Journaliste : Alors que doit-il faire François Bayrou, justement ? 

Alain Duhamel : Faire ce qui est désagréable.

François Bayrou : Non, faire ce qui est courageux.

Journaliste : Qu'est-ce qui est désagréable ?

Alain Duhamel : On peut être désagréablement courageux. 

Journaliste : Désagréable, c'est quoi ? 

Alain Duhamel : Mais il y a quand même quelque chose qu'on ne dit pas assez. Il y a des pays qui nous sont proches et qui ont connu des situations comparables à celles que nous connaissons. Ça s'est passé au Canada, ça s'est passé en Suède, ça s'est passé au Portugal, ça s'est passé en Espagne, ça s'est passé en Italie. Et tous, devant une situation de ce genre, ont fini - pas instantanément et pas de gaieté de cœur - à prendre des décisions drastiques.

Journaliste : Lesquelles ? Rappelez pour ceux qui nous regardent.

Alain Duhamel : Mais ils ont pris des décisions qui en France paraîtraient totalement... non seulement impossibles, mais même inimaginables. Ils ont baissé les retraites, ils ont baissé des salaires des fonctionnaires, quelquefois même de 20%.

Journaliste : Vous pourriez le faire, ça ? - Oui, mais ça c'est du courageux et désagréable, effectivement. Est-ce que François Bayrou est courageux ?

Alain Duhamel : Attendez, mais ils ont aussi augmenté des impôts, ils ont aussi... Il y a un modèle, à mes yeux, alors ça c'est vraiment, je parle vraiment que pour moi, mais il y a un modèle, c'est Draghi. Draghi il est à la fois…

Journaliste : Parce que M. Bayrou est le Draghi français ?

François Bayrou : Ah mais je rêverais qu'il le soit ! 

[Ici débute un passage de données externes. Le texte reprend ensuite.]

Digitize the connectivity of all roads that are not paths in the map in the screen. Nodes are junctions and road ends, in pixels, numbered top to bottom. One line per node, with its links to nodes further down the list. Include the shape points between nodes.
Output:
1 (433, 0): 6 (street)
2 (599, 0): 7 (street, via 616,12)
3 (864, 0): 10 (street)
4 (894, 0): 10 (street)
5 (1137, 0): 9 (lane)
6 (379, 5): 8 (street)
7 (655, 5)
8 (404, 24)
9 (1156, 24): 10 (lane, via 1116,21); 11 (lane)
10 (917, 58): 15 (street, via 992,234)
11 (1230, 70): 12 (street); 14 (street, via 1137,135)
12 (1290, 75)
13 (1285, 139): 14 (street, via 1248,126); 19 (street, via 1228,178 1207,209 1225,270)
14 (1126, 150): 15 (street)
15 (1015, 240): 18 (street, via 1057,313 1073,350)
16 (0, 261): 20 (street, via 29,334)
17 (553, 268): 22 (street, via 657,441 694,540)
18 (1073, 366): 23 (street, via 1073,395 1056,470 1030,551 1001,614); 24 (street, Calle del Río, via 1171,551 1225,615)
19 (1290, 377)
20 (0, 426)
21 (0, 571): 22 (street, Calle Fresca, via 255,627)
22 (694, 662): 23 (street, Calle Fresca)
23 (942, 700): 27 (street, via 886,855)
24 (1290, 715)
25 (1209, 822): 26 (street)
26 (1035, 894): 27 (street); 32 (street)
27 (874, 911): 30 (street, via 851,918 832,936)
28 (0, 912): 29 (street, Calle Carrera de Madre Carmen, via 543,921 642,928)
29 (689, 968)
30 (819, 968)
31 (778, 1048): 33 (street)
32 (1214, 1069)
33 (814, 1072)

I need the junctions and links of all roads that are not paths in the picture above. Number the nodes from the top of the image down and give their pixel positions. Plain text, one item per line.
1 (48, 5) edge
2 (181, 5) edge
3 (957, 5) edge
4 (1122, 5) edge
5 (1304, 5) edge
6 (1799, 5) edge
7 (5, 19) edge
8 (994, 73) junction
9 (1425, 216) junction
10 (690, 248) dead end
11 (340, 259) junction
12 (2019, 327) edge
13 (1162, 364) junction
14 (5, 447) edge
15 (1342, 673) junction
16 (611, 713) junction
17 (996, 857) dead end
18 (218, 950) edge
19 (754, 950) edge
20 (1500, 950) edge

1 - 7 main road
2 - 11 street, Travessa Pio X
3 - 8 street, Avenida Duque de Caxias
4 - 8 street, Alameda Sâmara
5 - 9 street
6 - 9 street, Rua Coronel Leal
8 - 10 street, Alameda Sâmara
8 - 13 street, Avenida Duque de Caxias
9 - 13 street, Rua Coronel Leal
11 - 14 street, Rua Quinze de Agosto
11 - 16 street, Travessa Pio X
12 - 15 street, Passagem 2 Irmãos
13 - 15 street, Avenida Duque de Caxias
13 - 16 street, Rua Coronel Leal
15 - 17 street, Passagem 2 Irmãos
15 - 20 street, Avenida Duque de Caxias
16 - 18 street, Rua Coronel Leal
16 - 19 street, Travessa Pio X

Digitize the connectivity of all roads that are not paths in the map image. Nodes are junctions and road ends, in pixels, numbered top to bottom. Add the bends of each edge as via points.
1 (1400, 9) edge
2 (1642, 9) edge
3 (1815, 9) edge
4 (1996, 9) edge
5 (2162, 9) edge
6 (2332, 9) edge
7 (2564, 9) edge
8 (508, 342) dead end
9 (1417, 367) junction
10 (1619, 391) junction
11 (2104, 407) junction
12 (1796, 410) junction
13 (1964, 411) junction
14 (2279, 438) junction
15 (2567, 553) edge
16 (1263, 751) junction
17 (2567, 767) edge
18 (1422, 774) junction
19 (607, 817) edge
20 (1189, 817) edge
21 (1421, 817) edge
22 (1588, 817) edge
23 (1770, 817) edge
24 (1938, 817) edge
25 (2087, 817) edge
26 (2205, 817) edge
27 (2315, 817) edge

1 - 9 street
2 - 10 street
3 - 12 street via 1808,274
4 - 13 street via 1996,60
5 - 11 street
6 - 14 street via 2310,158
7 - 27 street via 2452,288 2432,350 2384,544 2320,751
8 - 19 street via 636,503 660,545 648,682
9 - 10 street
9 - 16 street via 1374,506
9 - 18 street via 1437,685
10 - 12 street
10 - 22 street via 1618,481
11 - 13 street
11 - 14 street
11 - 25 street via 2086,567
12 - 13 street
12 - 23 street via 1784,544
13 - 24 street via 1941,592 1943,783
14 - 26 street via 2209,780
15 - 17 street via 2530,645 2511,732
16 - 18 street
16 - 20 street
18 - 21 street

Journaliste : D'abord, le sauriez-vous ? Mario Draghi... 

Alain Duhamel : Non mais il a réussi, Draghi ! 

Journaliste : Oui mais justement ! 

Alain Duhamel : Il a tiré l'Italie d'une situation dans laquelle non seulement nous glissons, mais que nous avons dépassée et il est arrivé, ça a été impopulaire, d'ailleurs il n'est pas resté longtemps.

Journaliste : Et ensuite c'est l'extrême droite italienne qui a gagné.

Alain Duhamel : Non, elle n'a pas gagné, elle a profité des résultats qu'il a obtenus.

Journaliste : Oui, mais elle est au pouvoir aujourd'hui, Mme Meloni.

Alain Duhamel : Et maintenant, ils font la révérence devant Draghi, y compris l'extrême droite.

François Bayrou : Alors, ce qu'Alain Duhamel sait, c'est que Mario Draghi est en effet un homme politique pour qui j'ai beaucoup d'amitié, de respect d'amitié, que nous appartenons au même grand courant politique. Un mot sur l'extrême droite italienne. Madame Meloni a été élue, elle gouverne l'Italie, elle fait le contraire de ce qu'elle avait annoncé. Aujourd'hui même, vous vous souvenez, elle avait dit : "Jamais plus une régularisation, tout le monde, les immigrés, nous allons les rejeter." Elle a régularisé 500 000 immigrés, et ce matin... ils ont annoncé qu'ils allaient accepter 500 000 immigrés de plus.

Journaliste : Ils n’ont pas assez de travailleurs et il y a un problème de natalité aussi.

François Bayrou : Oui.

Journaliste : La question était, serez-vous le Mario Draghi français ?

François Bayrou : Je me contenterais d'être ce que je suis sans aller chercher des étiquettes extérieures.

Journaliste : Et ce que vous dites, c'est que si Marine Le Pen était au pouvoir, elle ferait le contraire de ce qu'elle dit.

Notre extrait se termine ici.